| PROBLEM |
Return the data below in full and exactly, except that the pictures are dropped.

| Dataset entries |
= Beginning of Section =
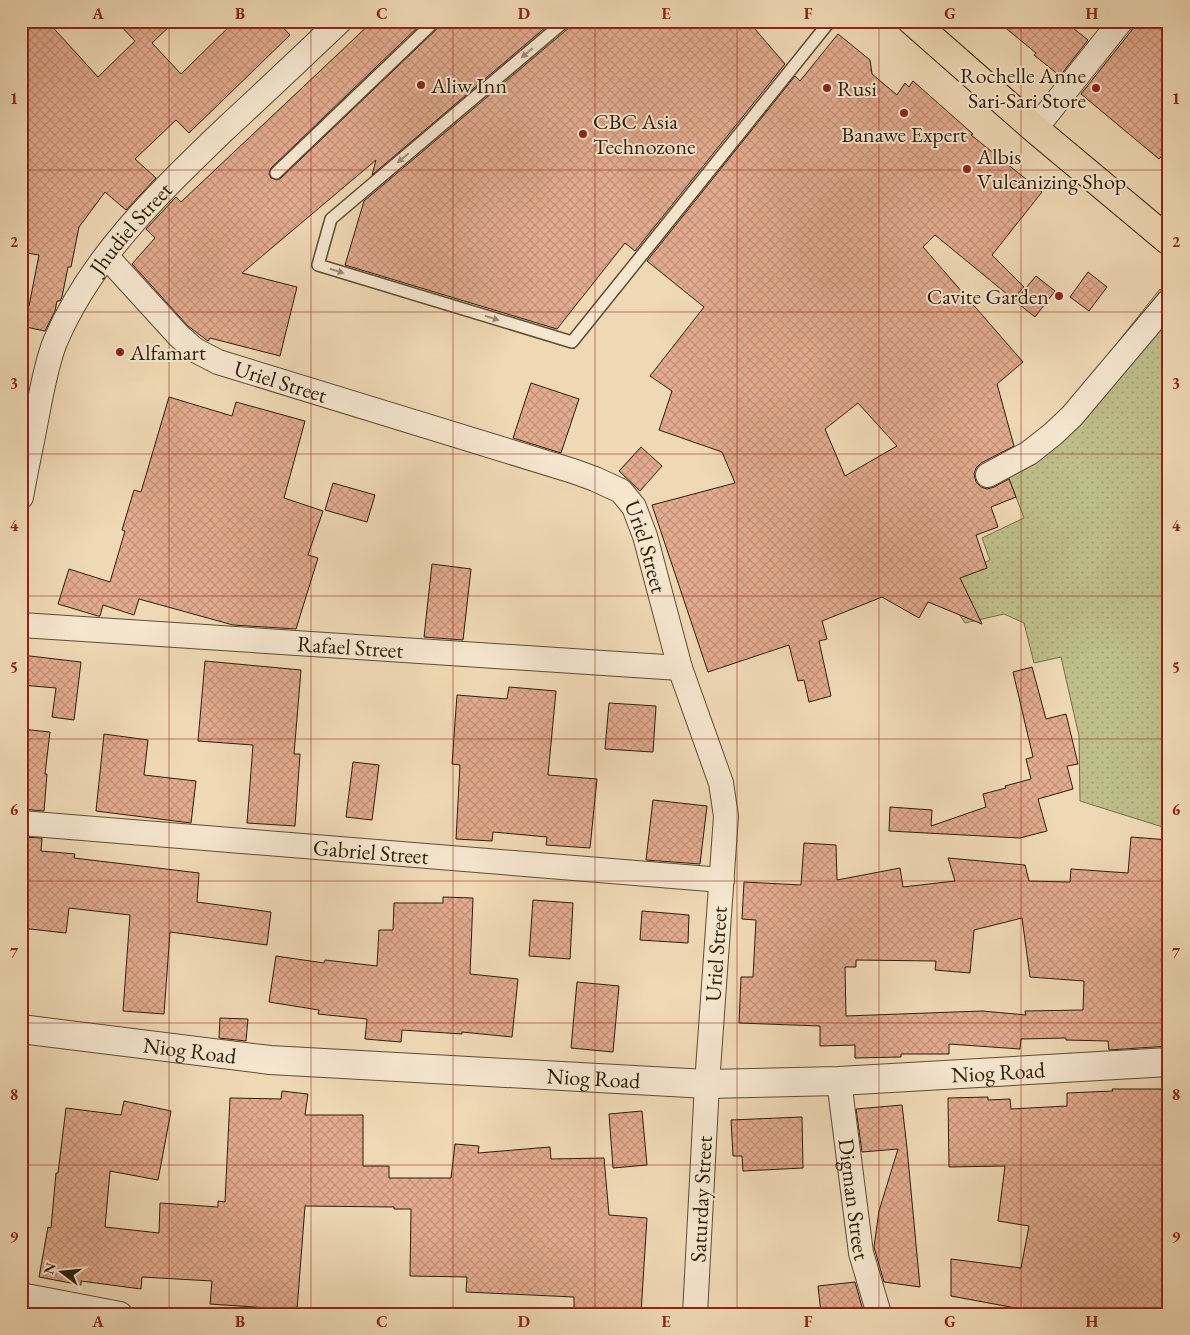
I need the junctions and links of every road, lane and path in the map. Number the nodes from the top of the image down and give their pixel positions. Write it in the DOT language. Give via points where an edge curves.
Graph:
graph roads {
  1 [pos="340,21"];
  2 [pos="435,21"];
  3 [pos="564,21"];
  4 [pos="830,21"];
  5 [pos="1121,21"];
  6 [pos="915,22"];
  7 [pos="1035,129"];
  8 [pos="276,173"];
  9 [pos="1169,241"];
  10 [pos="106,256"];
  11 [pos="1169,301"];
  12 [pos="988,475"];
  13 [pos="21,497"];
  14 [pos="21,625"];
  15 [pos="680,668"];
  16 [pos="21,823"];
  17 [pos="722,880"];
  18 [pos="21,1029"];
  19 [pos="1169,1062"];
  20 [pos="839,1082"];
  21 [pos="707,1084"];
  22 [pos="21,1295"];
  23 [pos="120,1314"];
  24 [pos="695,1314"];
  25 [pos="880,1314"];
  1 -- 10 [label="street, Jhudiel Street" via="144,210"];
  2 -- 8 [label="lane"];
  3 -- 4 [label="lane, one-way" via="331,220 318,265 572,342"];
  5 -- 7 [label="street"];
  6 -- 7 [label="highway"];
  7 -- 9 [label="highway"];
  10 -- 13 [label="street, Jhudiel Street" via="86,282 55,343 44,376"];
  10 -- 15 [label="street, Uriel Street" via="179,336 195,350 218,362 573,471 621,491 634,507 645,536"];
  11 -- 12 [label="street" via="1072,416 1028,453"];
  14 -- 15 [label="street, Rafael Street"];
  15 -- 17 [label="street, Uriel Street" via="721,783 726,816"];
  16 -- 17 [label="street, Gabriel Street"];
  17 -- 21 [label="street, Uriel Street"];
  18 -- 21 [label="street, Niog Road" via="270,1060"];
  19 -- 20 [label="street, Niog Road"];
  20 -- 21 [label="street, Niog Road"];
  20 -- 25 [label="street, Digman Street" via="861,1253"];
  21 -- 24 [label="street, Saturday Street"];
  22 -- 23 [label="street"];
}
= End of Section =
| YOUR SOLUTION |
I need the junctions and links of every road, lane and path in the map. Number the nodes from the top of the image down and give their pixel positions. Write it in the DOT language. Give via points where an edge curves.
Graph:
graph roads {
  1 [pos="340,21"];
  2 [pos="435,21"];
  3 [pos="564,21"];
  4 [pos="830,21"];
  5 [pos="1121,21"];
  6 [pos="915,22"];
  7 [pos="1035,129"];
  8 [pos="276,173"];
  9 [pos="1169,241"];
  10 [pos="106,256"];
  11 [pos="1169,301"];
  12 [pos="988,475"];
  13 [pos="21,497"];
  14 [pos="21,625"];
  15 [pos="680,668"];
  16 [pos="21,823"];
  17 [pos="722,880"];
  18 [pos="21,1029"];
  19 [pos="1169,1062"];
  20 [pos="839,1082"];
  21 [pos="707,1084"];
  22 [pos="21,1295"];
  23 [pos="120,1314"];
  24 [pos="695,1314"];
  25 [pos="880,1314"];
  1 -- 10 [label="street, Jhudiel Street" via="144,210"];
  2 -- 8 [label="lane"];
  3 -- 4 [label="lane, one-way" via="331,220 318,265 572,342"];
  5 -- 7 [label="street"];
  6 -- 7 [label="highway"];
  7 -- 9 [label="highway"];
  10 -- 13 [label="street, Jhudiel Street" via="86,282 55,343 44,376"];
  10 -- 15 [label="street, Uriel Street" via="179,336 195,350 218,362 573,471 621,491 634,507 645,536"];
  11 -- 12 [label="street" via="1072,416 1028,453"];
  14 -- 15 [label="street, Rafael Street"];
  15 -- 17 [label="street, Uriel Street" via="721,783 726,816"];
  16 -- 17 [label="street, Gabriel Street"];
  17 -- 21 [label="street, Uriel Street"];
  18 -- 21 [label="street, Niog Road" via="270,1060"];
  19 -- 20 [label="street, Niog Road"];
  20 -- 21 [label="street, Niog Road"];
  20 -- 25 [label="street, Digman Street" via="861,1253"];
  21 -- 24 [label="street, Saturday Street"];
  22 -- 23 [label="street"];
}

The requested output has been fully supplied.